An example, as media analyst Andrew Tyndall noted in his survey of news stories from election year 2004, is the abundance of celebrity news against the relative scarcity of news that Americans say, in poll after poll, matters to them most. According to Tyndall, broadcast and cable news stories about Martha Stewart, Kobe Bryant, Michael Jackson and Scott Peterson in 2004 far exceeded time newscasts devoted to presidential candidates' stances on the economy, health care and the war on terror.
In the public debate, this crisis in journalism is explicitly tied to the dangers of consolidating media ownership and the corruption of regulators by Big Media. Ultimately, the question must be asked: Does a commercially-driven media even have the ability to serve the needs of a self governing population?

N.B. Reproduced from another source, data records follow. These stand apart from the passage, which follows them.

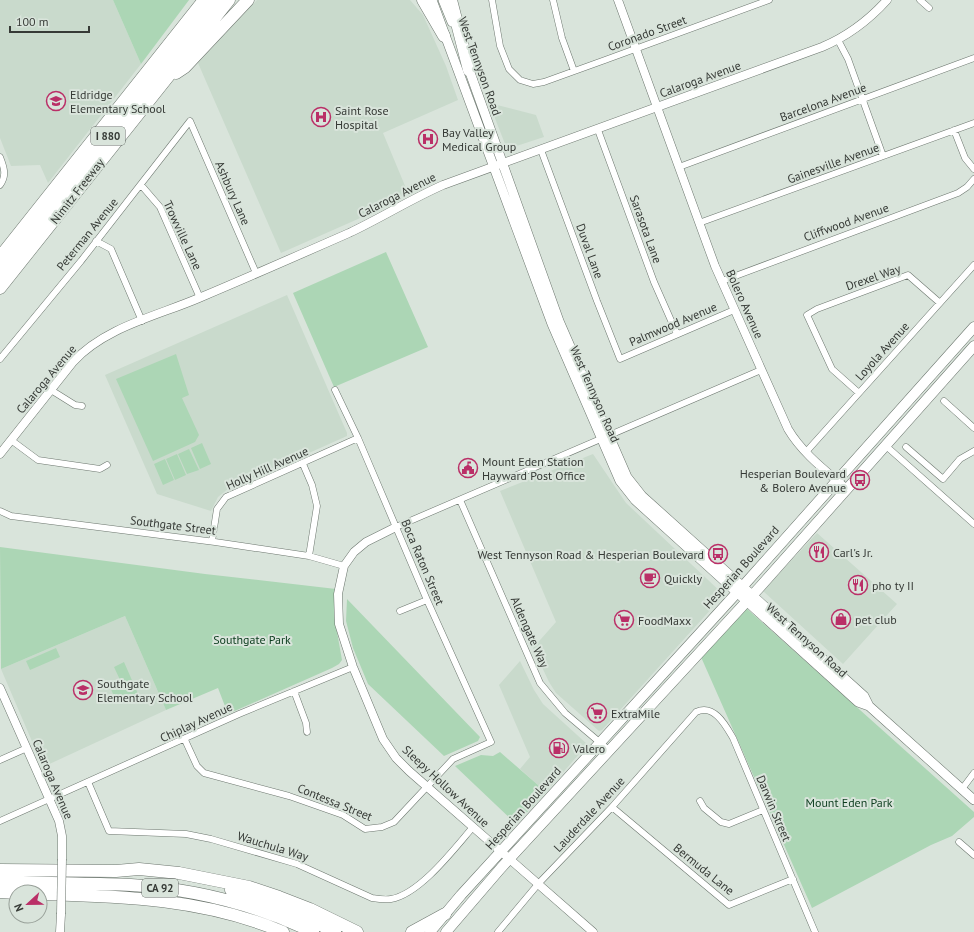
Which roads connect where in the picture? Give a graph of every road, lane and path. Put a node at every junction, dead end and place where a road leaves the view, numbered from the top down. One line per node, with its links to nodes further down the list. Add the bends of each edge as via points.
1 (196, 0): 17 (highway)
2 (204, 0): 17 (highway, Nimitz Freeway / I 880)
3 (216, 0): 45 (highway, I 880)
4 (229, 0): 24 (highway, Nimitz Freeway / I 880)
5 (248, 0): 24 (highway, via 185,68)
6 (423, 0): 18 (highway)
7 (432, 0): 18 (main road, West Tennyson Road)
8 (443, 0): 22 (main road, West Tennyson Road)
9 (451, 0): 22 (highway)
10 (492, 0): 23 (street, Coronado Street, via 500,46 510,69 520,80 533,84)
11 (553, 0): 23 (street, via 562,38)
12 (618, 0): 20 (street, Bolero Avenue)
13 (769, 0): 20 (street, Coronado Street)
14 (887, 0): 19 (street, Calaroga Avenue, via 865,22)
15 (920, 0): 16 (street)
16 (929, 8)
17 (190, 17): 43 (highway, Nimitz Freeway / I 880)
18 (444, 36): 36 (main road, West Tennyson Road)
19 (838, 40): 25 (street); 26 (street, Calaroga Avenue)
20 (636, 49): 23 (street, Coronado Street); 26 (street, Bolero Avenue)
21 (974, 58): 25 (street, Barcelona Avenue)
22 (469, 70): 34 (main road, West Tennyson Road)
23 (574, 71)
24 (164, 82): 48 (highway, Nimitz Freeway / I 880)
25 (863, 99): 32 (street); 35 (street, Barcelona Avenue)
26 (657, 108): 29 (street, Calaroga Avenue); 35 (street, Bolero Avenue)
27 (190, 121): 40 (street, Peterman Avenue); 46 (street, Ashbury Lane)
28 (974, 123): 30 (street, Gainesville Avenue)
29 (598, 130): 31 (street, Calaroga Avenue); 54 (street, Sarasota Lane, via 654,282)
30 (954, 130): 32 (street, Gainesville Avenue); 37 (street, via 965,158)
31 (541, 150): 34 (street, Calaroga Avenue); 57 (street, Duval Lane)
32 (883, 156): 41 (street, Gainesville Avenue)
33 (0, 157): 39 (street, via 4,167 4,180)
34 (503, 164): 36 (street, Calaroga Avenue); 65 (main road, West Tennyson Road, via 559,321)
35 (679, 166): 41 (street, Bolero Avenue)
36 (493, 168): 46 (street, Calaroga Avenue, via 425,192 351,232); 65 (main road, West Tennyson Road, via 552,324)
37 (974, 169)
38 (974, 179): 47 (street, Cliffwood Avenue, via 958,193)
39 (0, 185)
40 (141, 185): 42 (street, Peterman Avenue); 49 (street, Trowville Lane, via 160,207)
41 (700, 223): 47 (street, Bolero Avenue)
42 (96, 241): 52 (street, via 111,249); 56 (street, Peterman Avenue)
43 (0, 258)
44 (974, 265): 50 (street, Loyola Avenue)
45 (0, 272)
46 (256, 273): 49 (street, Calaroga Avenue)
47 (722, 281): 51 (street, Bolero Avenue)
48 (0, 288)
49 (200, 298): 52 (street, Calaroga Avenue)
50 (940, 303): 61 (street, Loyola Avenue); 61 (street, Drexel Way, via 908,275 817,309 808,315 832,369)
51 (734, 310): 54 (street, Palmwood Avenue); 58 (street, Bolero Avenue)
52 (142, 321): 59 (street, Calaroga Avenue, via 91,345 73,362)
53 (974, 327): 75 (main road, Hesperian Boulevard)
54 (677, 334): 57 (street, Palmwood Avenue)
55 (974, 346): 68 (main road, Hesperian Boulevard)
56 (0, 359)
57 (620, 359)
58 (761, 370): 65 (street); 71 (street, Bolero Avenue, via 788,430)
59 (51, 390): 63 (street, via 75,405); 67 (street, Calaroga Avenue)
60 (336, 390): 66 (street, Boca Raton Street)
61 (859, 393): 71 (street, Loyola Avenue)
62 (944, 401): 64 (street)
63 (82, 406)
64 (974, 428)
65 (605, 437): 77 (street); 84 (main road, West Tennyson Road, via 627,477 642,496)
66 (358, 438): 73 (street, Holly Hill Avenue); 80 (street, Boca Raton Street)
67 (11, 440): 72 (street, Calaroga Avenue); 74 (street, via 38,460 100,469)
68 (886, 446): 76 (main road, Hesperian Boulevard); 79 (street)
69 (906, 447): 70 (street, via 942,479 960,459)
70 (974, 451)
71 (806, 452): 75 (street, Bolero Avenue)
72 (0, 454)
73 (303, 464): 81 (street, Holly Hill Avenue, via 226,497 217,509); 82 (street, via 317,506)
74 (107, 465)
75 (837, 480): 76 (street, Bolero Avenue); 84 (main road, Hesperian Boulevard)
76 (846, 489): 85 (main road, Hesperian Boulevard)
77 (460, 500): 80 (street); 96 (street, Aldengate Way, via 540,683 558,706)
78 (0, 511): 81 (street, Southgate Street, via 11,516)
79 (974, 524)
80 (396, 527): 83 (street, Sleepy Hollow Avenue, via 366,542 354,552); 86 (street, Boca Raton Street)
81 (212, 541): 82 (street, Southgate Street)
82 (309, 556): 83 (street, Southgate Street)
83 (344, 566): 88 (street, Sleepy Hollow Avenue, via 338,594 339,624)
84 (739, 589): 85 (main road, West Tennyson Road); 96 (main road, Hesperian Boulevard)
85 (749, 598): 98 (main road, Hesperian Boulevard); 103 (main road, West Tennyson Road, via 858,702 869,706)
86 (427, 600): 87 (street); 95 (street, Boca Raton Street)
87 (400, 611)
88 (353, 667): 90 (street, Chiplay Avenue); 102 (street, Sleepy Hollow Avenue, via 383,739 396,758)
89 (0, 688): 91 (street, Calaroga Avenue)
90 (294, 691): 93 (street); 94 (street, Chiplay Avenue)
91 (2, 698): 97 (street, Calaroga Avenue)
92 (696, 712): 107 (street, Lauderdale Avenue); 108 (street, Darwin Street, via 711,712 724,723 733,738)
93 (307, 732)
94 (185, 740): 101 (street, Chiplay Avenue); 102 (street, Contessa Street, via 197,766 204,773 289,796 343,815 365,829 389,826)
95 (491, 742): 102 (street, Contessa Street, via 453,759)
96 (600, 743): 98 (street, Aldengate Way); 112 (main road, Hesperian Boulevard)
97 (27, 748): 99 (street); 104 (street, Calaroga Avenue)
98 (610, 751): 114 (main road, Hesperian Boulevard)
99 (0, 760)
100 (974, 773): 103 (street)
101 (88, 782): 104 (street, Chiplay Avenue); 110 (street, Wauchula Way, via 109,832 186,834 211,839 297,864 372,898 392,899 420,884)
102 (426, 787): 110 (street, Sleepy Hollow Avenue)
103 (962, 789): 105 (main road, West Tennyson Road)
104 (50, 800): 109 (street); 123 (street, Calaroga Avenue, bridge, via 62,833)
105 (974, 800)
106 (700, 801): 108 (street, via 704,808 721,822 729,824)
107 (612, 807): 117 (street, Bermuda Lane, via 729,905); 119 (street, Lauderdale Avenue)
108 (763, 810): 117 (street, Darwin Street)
109 (0, 821)
110 (473, 827): 112 (street, Sleepy Hollow Avenue)
111 (959, 842): 113 (street)
112 (501, 852): 114 (street, Sleepy Hollow Avenue); 121 (main road, Hesperian Boulevard)
113 (974, 855)
114 (510, 859): 119 (street, Sleepy Hollow Avenue); 131 (main road, Hesperian Boulevard)
115 (0, 870): 116 (highway)
116 (116, 871): 127 (highway, via 237,892 294,912); 128 (highway, via 179,873 249,887 310,909)
117 (793, 879): 134 (street, Darwin Street)
118 (0, 881): 126 (highway, CA 92, via 131,885 189,892 246,906)
119 (539, 883): 132 (street, Lauderdale Avenue); 133 (street, Sleepy Hollow Avenue)
120 (48, 894): 122 (highway, CA 92, via 156,899)
121 (445, 914): 129 (highway); 130 (main road, Hesperian Boulevard)
122 (256, 922): 124 (highway); 125 (highway, CA 92)
123 (60, 932)
124 (269, 932)
125 (283, 932)
126 (313, 932)
127 (335, 932)
128 (357, 932)
129 (412, 932)
130 (430, 932)
131 (446, 932)
132 (498, 932)
133 (593, 932)
134 (815, 932)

"Indeed, in television news these days, the programs are being shaped to attract, most particularly, 18-to-34-year-old viewers," writes Koppel in the Times. "They, in turn, are presumed to be partly brain-dead — though not so insensible as to be unmoved by the blandishments of sponsors."
Think what happens to these same viewers when it comes time to vote, and the fact that less than half of them (41.9 percent of those who were registered in 2004) even bothered becomes horrifyingly real.
It's a vicious circle. The cheerleading news coverage of the war in Iraq, both before and during the conflict, has also led to widespread public disaffection. Post-election discoveries of pundits that received lucrative, undisclosed contracts from the Bush Administration to push unpopular policies further undermined American confidence in the fourth estate. A lack of confidence and engagement in the media further distances Americans from the political process. No public voice in politics allows corporations to run ram shod over our legislative process.
The exposure of economic influence on the reporting of major newsrooms – as detailed by Koppel in today’s New York Times – delivers not just a near fatal blow to the credibility of our "free press" but also to the future propsects of a participatory democracy.